Kop, a four-time winner who captured his first championship in 1983, said it took him quite a few years before he finally broke into the winner's circle.
"It wasn't until I was 22 before I won it," he said.
A former two-time All-WAC golfer at the University of Hawaii, Kop took home the coveted title in 1986 but went 11 years before he was the champion again.
"The first time, you really don't know if you're going to win one at all, let alone twice," said Kop.
"That's when you realize how hard it is to win it."
Kop made it look simple a year later when he became one of the few back-to-back winners in the history of the tournament, joining Austin White, George H. Angus, Jimmy Ukauka, Charles Makaiwa, George Nahale Sr., Ken Miyaoka and the legendary Francis Ii Brown -- who won an unprecedented nine Manoa Cup titles -- on the elite list.
"I'm honored (to be included on the list)," Kop said.
Dick Sieradzki is on the list of names engraved on the perpetual champions trophy on display in the Clubhouse at Oahu Country Club, but unlike Kop, he is still searching for that elusive second title.
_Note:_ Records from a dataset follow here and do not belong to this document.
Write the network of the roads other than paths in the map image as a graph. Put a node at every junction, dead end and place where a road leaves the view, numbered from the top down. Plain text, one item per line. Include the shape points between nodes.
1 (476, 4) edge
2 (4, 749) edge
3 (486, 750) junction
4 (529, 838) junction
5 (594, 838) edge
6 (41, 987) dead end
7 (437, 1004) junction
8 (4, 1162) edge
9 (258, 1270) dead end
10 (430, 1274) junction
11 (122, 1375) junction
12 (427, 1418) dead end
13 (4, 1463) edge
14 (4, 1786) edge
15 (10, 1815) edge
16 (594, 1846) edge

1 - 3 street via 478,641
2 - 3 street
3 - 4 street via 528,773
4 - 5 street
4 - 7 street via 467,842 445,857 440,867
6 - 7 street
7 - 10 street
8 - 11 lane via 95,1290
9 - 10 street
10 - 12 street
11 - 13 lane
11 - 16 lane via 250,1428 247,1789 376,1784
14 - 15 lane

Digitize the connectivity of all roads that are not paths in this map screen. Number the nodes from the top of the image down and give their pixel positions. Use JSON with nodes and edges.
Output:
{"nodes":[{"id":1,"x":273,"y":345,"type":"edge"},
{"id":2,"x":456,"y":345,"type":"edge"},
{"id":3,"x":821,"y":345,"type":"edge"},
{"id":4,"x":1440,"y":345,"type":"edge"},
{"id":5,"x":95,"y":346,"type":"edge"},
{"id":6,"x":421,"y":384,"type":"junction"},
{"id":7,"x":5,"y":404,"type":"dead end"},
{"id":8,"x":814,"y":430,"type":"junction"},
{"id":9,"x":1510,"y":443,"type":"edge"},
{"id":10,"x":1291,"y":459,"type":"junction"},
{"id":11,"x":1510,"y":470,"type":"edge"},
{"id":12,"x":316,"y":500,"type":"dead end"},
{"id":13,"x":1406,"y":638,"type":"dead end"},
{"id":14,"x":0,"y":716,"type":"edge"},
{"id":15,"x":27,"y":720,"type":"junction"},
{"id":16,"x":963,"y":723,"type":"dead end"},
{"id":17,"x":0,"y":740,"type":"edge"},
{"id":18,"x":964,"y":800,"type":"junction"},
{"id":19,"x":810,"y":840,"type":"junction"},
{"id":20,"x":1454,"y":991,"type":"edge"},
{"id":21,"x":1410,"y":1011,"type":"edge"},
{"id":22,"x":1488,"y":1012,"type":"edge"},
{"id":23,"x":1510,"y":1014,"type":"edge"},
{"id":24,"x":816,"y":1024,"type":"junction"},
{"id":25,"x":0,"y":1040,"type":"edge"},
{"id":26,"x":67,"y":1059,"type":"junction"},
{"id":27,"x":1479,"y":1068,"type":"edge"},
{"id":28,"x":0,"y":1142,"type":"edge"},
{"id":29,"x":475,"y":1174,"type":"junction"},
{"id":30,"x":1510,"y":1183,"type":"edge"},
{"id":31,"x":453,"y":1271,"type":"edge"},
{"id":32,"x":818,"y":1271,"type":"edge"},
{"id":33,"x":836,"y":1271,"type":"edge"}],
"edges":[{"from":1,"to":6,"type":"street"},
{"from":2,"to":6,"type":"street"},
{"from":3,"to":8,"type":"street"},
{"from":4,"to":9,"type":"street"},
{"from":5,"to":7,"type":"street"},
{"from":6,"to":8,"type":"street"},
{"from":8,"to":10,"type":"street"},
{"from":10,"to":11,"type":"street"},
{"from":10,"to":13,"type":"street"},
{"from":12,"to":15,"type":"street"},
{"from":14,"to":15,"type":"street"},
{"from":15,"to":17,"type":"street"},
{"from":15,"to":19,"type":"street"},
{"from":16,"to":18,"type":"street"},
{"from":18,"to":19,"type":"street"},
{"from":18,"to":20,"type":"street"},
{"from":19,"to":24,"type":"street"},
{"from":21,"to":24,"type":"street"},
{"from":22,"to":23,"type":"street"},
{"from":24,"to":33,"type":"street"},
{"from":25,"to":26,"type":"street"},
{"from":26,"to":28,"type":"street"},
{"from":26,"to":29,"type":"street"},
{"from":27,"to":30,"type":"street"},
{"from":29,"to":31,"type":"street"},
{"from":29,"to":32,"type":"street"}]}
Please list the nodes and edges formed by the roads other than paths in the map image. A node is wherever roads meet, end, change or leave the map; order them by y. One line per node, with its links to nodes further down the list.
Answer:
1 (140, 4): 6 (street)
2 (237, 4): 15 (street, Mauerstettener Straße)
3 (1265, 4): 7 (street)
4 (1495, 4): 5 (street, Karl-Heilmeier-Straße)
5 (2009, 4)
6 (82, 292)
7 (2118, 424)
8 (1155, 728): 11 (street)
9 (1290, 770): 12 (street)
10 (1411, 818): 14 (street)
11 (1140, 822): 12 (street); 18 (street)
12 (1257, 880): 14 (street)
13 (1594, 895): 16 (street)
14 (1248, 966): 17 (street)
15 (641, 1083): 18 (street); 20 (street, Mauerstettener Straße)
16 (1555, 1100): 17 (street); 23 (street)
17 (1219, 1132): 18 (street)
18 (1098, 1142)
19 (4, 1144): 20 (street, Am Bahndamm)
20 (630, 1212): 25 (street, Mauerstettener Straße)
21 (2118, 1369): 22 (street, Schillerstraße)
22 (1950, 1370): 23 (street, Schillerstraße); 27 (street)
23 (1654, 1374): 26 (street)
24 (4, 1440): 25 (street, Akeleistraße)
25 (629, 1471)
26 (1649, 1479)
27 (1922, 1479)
"When I did win I was 44 years old," said 1990 champion Sieradzki, "and I never thought I would win because of my age ... and I played kids that were half my age. But to realize you can beat these kids, that was really hard, because you think once you get over 40 you're not going to be able to compete with these 20-year-olds because they're pounding it by you 40, 50 yards."
SIERADZKI COULD have been talking about a number of young guns, such as Ryan Perez or Kellen-Floyd Asao.
But at the top of the list should be Travis Toyama.
Toyama burst upon the scene at Oahu Country Club in 2002 as a little-known 15-year-old and promptly put his name in the record books by becoming the youngest ever to win the championship.
"People know me now and they know me because of that," said Toyama, who went 33 holes before beating Damien Victorino of Kauai 5 and 3 in the 36-hole final.
"After that first win, I got more invites to other tournaments; and I'm talking mainland and national tournaments."
To prove he wasn't just a one-hit wonder, Toyama won the Manoa Cup last year after he used a sand wedge to sink his approach shot from 60 yards out on the 32rd hole for an eagle to put away Hilo's Jacob Low 5 and 4.
DOES TOYAMA EXPECT it to be easy again this year?
"The competition is really good in Hawaii and it's one of the premier tournaments in Hawaii for amateurs," Toyama said of the Manoa Cup. "But it's really wide open this year. Everybody's playing good. There's no one favorite.
"You've just got to play your own game."
Youth might be the only thing that separates Toyama from Kop, or even Sieradzki.
And that is certainly a huge advantage when walking the hilly OCC course for five days, including twice on Saturday and Sunday.
"This is one of the very few tournaments where physical stamina plays a big part," Kop said.
"I think maybe more than 50 percent now (because of the younger players entered).
"What happens is when you get tired you don't think well. You don't feel the shot. It makes a big difference.
"And if you look at the list (of winners), I think from 1999 the oldest was probably 21 years old. Before you had 30 or 40 years old (winning the title).
"My feeling is it's going to be someone 21 years or younger that has the best chance to win."